Secret rotation

What it is

Secret rotation is the practice of replacing a credential's value with a new one on a schedule, or in response to suspected compromise. The goal is to bound the lifetime of any single value so that a leaked credential stops being useful within hours or days instead of remaining valid forever.

Rotation is the second half of a secret's lifecycle. The first half is keeping it out of attackers' hands; rotation is the assumption that the first half will eventually fail, and the harm needs to be time-boxed.

Why it's hard

A secret has two states that need to stay in sync: the application code that uses it, and the system that issued it. Rotation has to update both, in the right order, without anyone hitting the window where one side has the new value and the other still has the old. Three real problems show up:

• Distribution. Every consumer that reads the value has to receive the new one before the old is revoked. With one server, that's a config change. With twenty containers, three CI runners, and a serverless function, it's a coordination problem.
• Coupling. Some credentials gate downstream systems. Rotating a database password without updating the connection string in your app means immediate outage. Rotating a webhook signing secret without updating the receiver means dropped webhooks.
• Visibility. A spreadsheet of "what rotates when" stops being current the day after you write it. Without a system tracking which secrets exist, where they're used, and when they were last rotated, "rotate everything quarterly" is a policy nobody actually executes.

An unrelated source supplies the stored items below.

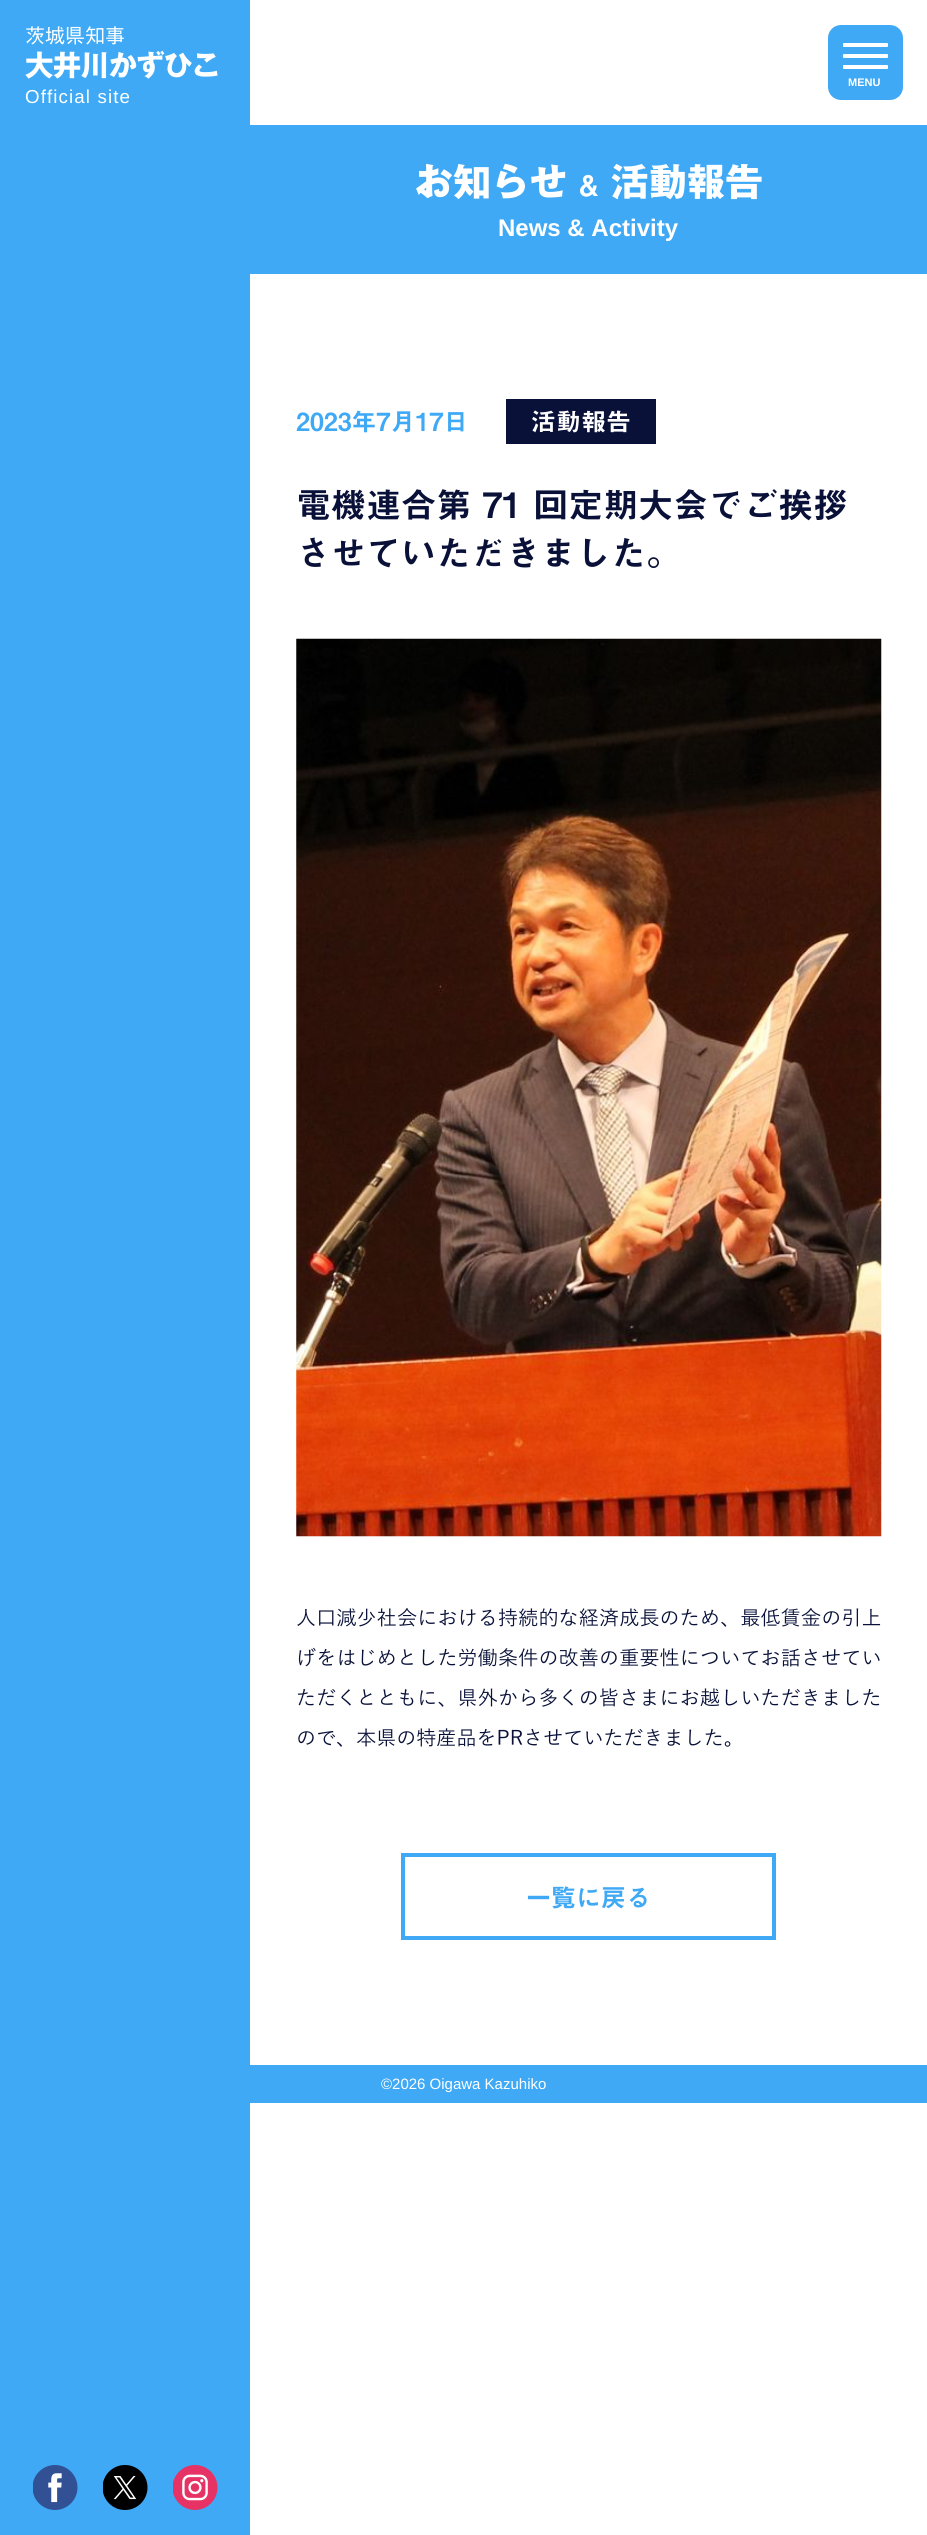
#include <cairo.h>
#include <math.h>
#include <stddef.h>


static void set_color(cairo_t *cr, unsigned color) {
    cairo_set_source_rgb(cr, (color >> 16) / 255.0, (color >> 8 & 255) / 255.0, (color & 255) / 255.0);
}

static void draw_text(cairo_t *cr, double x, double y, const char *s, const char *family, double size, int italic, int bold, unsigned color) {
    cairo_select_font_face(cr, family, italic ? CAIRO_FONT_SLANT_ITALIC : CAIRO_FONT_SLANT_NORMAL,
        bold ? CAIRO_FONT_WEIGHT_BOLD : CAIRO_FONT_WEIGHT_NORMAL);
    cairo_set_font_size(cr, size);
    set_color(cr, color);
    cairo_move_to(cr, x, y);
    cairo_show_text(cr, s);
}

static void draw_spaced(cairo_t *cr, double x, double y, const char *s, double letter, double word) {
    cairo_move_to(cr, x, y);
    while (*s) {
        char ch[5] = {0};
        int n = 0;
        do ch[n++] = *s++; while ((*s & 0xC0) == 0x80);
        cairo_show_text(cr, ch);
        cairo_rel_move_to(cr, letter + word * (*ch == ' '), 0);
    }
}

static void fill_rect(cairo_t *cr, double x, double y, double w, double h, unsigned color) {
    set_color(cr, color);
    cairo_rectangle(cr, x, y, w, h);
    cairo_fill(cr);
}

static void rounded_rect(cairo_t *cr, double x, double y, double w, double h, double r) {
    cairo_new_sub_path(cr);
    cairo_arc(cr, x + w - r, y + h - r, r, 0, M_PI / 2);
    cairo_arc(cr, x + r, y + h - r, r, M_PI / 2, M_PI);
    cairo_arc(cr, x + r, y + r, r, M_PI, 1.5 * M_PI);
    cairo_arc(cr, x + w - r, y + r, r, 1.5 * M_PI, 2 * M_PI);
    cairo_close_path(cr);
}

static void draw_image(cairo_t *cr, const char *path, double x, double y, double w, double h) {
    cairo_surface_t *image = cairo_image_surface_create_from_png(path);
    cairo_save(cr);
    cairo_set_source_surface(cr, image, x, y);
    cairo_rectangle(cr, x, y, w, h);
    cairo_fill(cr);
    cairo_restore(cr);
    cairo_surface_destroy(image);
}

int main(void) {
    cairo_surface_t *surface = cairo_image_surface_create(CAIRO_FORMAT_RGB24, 927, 2535);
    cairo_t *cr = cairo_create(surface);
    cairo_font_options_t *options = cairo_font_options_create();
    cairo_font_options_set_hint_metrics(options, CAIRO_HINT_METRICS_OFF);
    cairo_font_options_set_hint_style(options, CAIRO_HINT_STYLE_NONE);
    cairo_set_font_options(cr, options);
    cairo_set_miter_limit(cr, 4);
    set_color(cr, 0xFFFFFF);
    cairo_paint(cr);
    fill_rect(cr, 0, 0, 250, 2535, 0x3FA9F5);
    draw_text(cr, 25, 43, "茨城県知事", "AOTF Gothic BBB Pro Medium", 20, 0, 0, 0xFFFFFF);
    cairo_select_font_face(cr, "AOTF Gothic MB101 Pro", CAIRO_FONT_SLANT_NORMAL, CAIRO_FONT_WEIGHT_BOLD);
    cairo_set_font_size(cr, 28.75);
    draw_spaced(cr, 25, 76, "大井川かずひこ", -1, 0);
    cairo_select_font_face(cr, "Liberation Sans", CAIRO_FONT_SLANT_NORMAL, CAIRO_FONT_WEIGHT_NORMAL);
    cairo_set_font_size(cr, 18.75);
    draw_spaced(cr, 25, 103, "Official site", 1.1, 0);
    draw_image(cr, "assets/img1.png", 33, 2465, 45, 45);
    draw_image(cr, "assets/img2.png", 103, 2465, 45, 45);
    draw_image(cr, "assets/img3.png", 173, 2465, 45, 45);
    set_color(cr, 0x3FA9F5);
    rounded_rect(cr, 828, 25, 75, 75, 13);
    cairo_fill(cr);
    set_color(cr, 0xFFFFFF);
    rounded_rect(cr, 843, 54, 45, 4, 1);
    cairo_fill(cr);
    rounded_rect(cr, 843, 43, 45, 4, 1);
    cairo_fill(cr);
    rounded_rect(cr, 843, 65, 45, 4, 1);
    cairo_fill(cr);
    draw_text(cr, 848, 86, "MENU", "Liberation Sans", 11, 0, 1, 0xFFFFFF);
    fill_rect(cr, 250, 125, 677, 149, 0x3FA9F5);
    draw_text(cr, 415, 196, "お知らせ", "AOTF Gothic MB101 Pro", 38, 0, 1, 0xFFFFFF);
    draw_text(cr, 579, 196, "&", "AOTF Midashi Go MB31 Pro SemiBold", 28, 0, 0, 0xFFFFFF);
    draw_text(cr, 611, 196, "活動報告", "AOTF Gothic MB101 Pro", 38, 0, 1, 0xFFFFFF);
    draw_text(cr, 498, 236, "News & Activity", "Liberation Sans", 24, 0, 1, 0xFFFFFF);
    draw_text(cr, 296, 431, "2023年7月17日", "AOTF Midashi Go MB31 Pro SemiBold", 25, 0, 0, 0x3FA9F5);
    fill_rect(cr, 506, 399, 150, 45, 0x091139);
    draw_text(cr, 531, 431, "活動報告", "AOTF Midashi Go MB31 Pro SemiBold", 25, 0, 0, 0xFFFFFF);
    draw_text(cr, 296, 518, "電機連合第 71 回定期大会でご挨拶", "AOTF Midashi Go MB31 Pro SemiBold", 35, 0, 0, 0x091139);
    draw_text(cr, 296, 566, "させていただきました。", "AOTF Midashi Go MB31 Pro SemiBold", 35, 0, 0, 0x091139);
    draw_image(cr, "assets/img4.png", 296, 638, 586, 899);
    cairo_select_font_face(cr, "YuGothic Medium", CAIRO_FONT_SLANT_NORMAL, CAIRO_FONT_WEIGHT_NORMAL);
    cairo_set_font_size(cr, 20);
    draw_spaced(cr, 296, 1625, "人口減少社会における持続的な経済成長のため、最低賃金の引上", 0.2, 0);
    draw_spaced(cr, 296, 1665, "げをはじめとした労働条件の改善の重要性についてお話させてい", 0.2, 0);
    draw_spaced(cr, 296, 1705, "ただくとともに、県外から多くの皆さまにお越しいただきました", 0.2, 0);
    draw_spaced(cr, 296, 1745, "ので、本県の特産品をPRさせていただきました。", 0.05, 0);
    cairo_rectangle(cr, 403, 1855, 371, 83);
    set_color(cr, 0x3FA9F5);
    cairo_set_line_width(cr, 4);
    cairo_stroke(cr);
    draw_text(cr, 526, 1907, "一覧に戻る", "AOTF Midashi Go MB31 Pro SemiBold", 25, 0, 0, 0x3FA9F5);
    fill_rect(cr, 250, 2065, 677, 38, 0x3FA9F5);
    draw_text(cr, 381, 2089, "©2026 Oigawa Kazuhiko", "Liberation Sans", 15, 0, 0, 0xFFFFFF);
    cairo_surface_write_to_png(surface, "output.png");
    cairo_font_options_destroy(options);
    cairo_destroy(cr);
    cairo_surface_destroy(surface);
    return 0;
}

The result, at most companies, is that rotation is the security control everyone knows they should run and almost nobody does on a real schedule.

How automated rotation works

A working rotation flow looks the same in most systems:

1. The secrets manager generates a new value.
2. The new value is provisioned into the source system (a new database password is set, a new API key is minted, a new TLS cert is signed).
3. Consumers fetch the new value on their next read.
4. After a brief overlap window, the old value is revoked.

Step 2 is the one that varies the most. For credentials the secrets manager controls directly (random tokens, app-defined keys), it's just a write. For credentials backed by an external system (a database, a cloud IAM, a third-party API), the manager has to call out to that system to actually create the new credential. Most secrets managers either have built-in integrations for common backends (PostgreSQL, MySQL, MongoDB, cloud IAM) or expose a hook for you to write your own.

How SikkerKey rotates secrets

SikkerKey rotates secrets on a schedule you set per secret. The rotation works for any secret, not just database credentials. For ordinary secrets (API keys, webhook signing secrets, application tokens, arbitrary structured values), each rotation generates a new random value. The value is configurable by length and character set, or by specific JSON fields if the secret is structured. The new value is stored as the next version, and consumers fetch it on their next read.

For secrets that back a managed database (PostgreSQL, MySQL, MongoDB, Redis, or MSSQL), the same rotation generates a new credential and additionally pushes it to the live database. A local sync agent installed near the database receives the new credentials and applies them with the database's own user-management commands, so the rotation takes effect on the live system without any manual step.

Every rotation produces an audit log entry recording the secret, the version transition, and the timestamp. Old versions are retained briefly so consumers fetching during the rollover get the value that was current at fetch time, then the previous version is dropped. SikkerKey doesn't natively call out to third-party SaaS APIs (Stripe, Twilio, etc.) to rotate credentials inside those systems; for those, rotation produces a new value in your vault, and updating the value in the third-party system is a separate step.